Abstract
During the last years I have been repeating the experiments of Charcot and Gombault 1 on chronic lead poisoning in guinea pigs. Twenty-eight guinea pigs were given sublethal doses of carbonate of lead for periods ranging from one month to three years and ten months. Fourteen of these experiments lasted over one year.
The lesions in the kidneys were much less striking than one would expect from the report of Charcot and Gombault. In all cases there was a limited necrosis and desquamation of the epithelium with marked evidences of regeneration especially in the ascending limbs of the loops of Henle. In some cases the epithelium in places was heavily pigmented.
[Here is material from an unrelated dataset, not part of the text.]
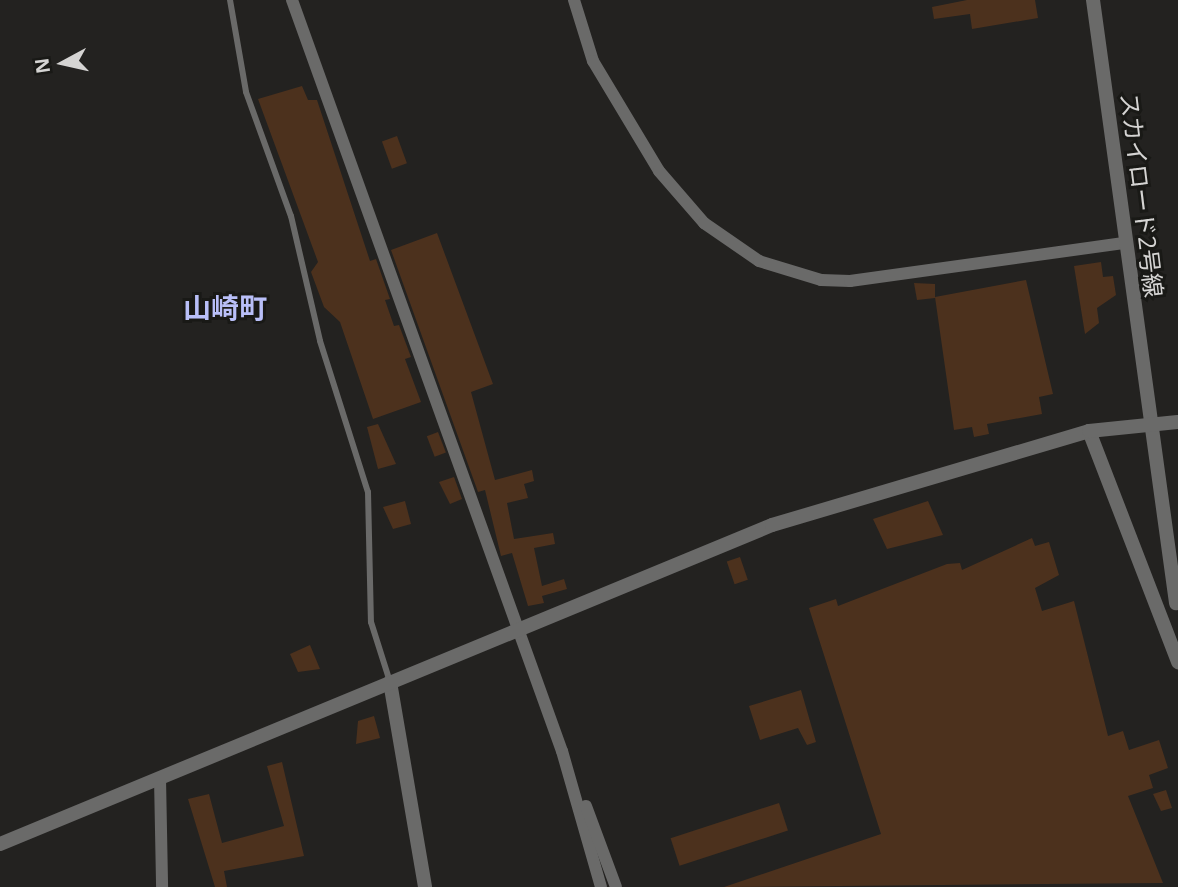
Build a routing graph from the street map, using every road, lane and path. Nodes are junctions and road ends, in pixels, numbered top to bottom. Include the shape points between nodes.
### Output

Occasionally there were seen a few glomeruli with slightly thickened capsules. There were only two of the twenty-eight experiments in which more advanced lesions were discovered in the kidneys. In one case (69) in which the guinea pig had received over thirty grams of carbonate of lead in three years the kidneys were actually granular and the cortex distinctly narrow. The lesions in this case consisted in collapse of tubules over large areas with marked development of fibrous tissue between them. There were many casts. The glomeruli showed marked fibrous thickening of the capsules and cystic dilatation. The other guinea pig (51) which received about four grams of carbonate of lead in twenty months showed similar conditions but they were not so well marked. Calcareous infarcts were not found in any of the kidneys. No vascular lesions were ever found in the aorta or in the branches of the renal arteries. On the whole the condition produced in these few animals does not resemble human nephritis, but is much more similar to the lesions observed in experimental uranium nephritis.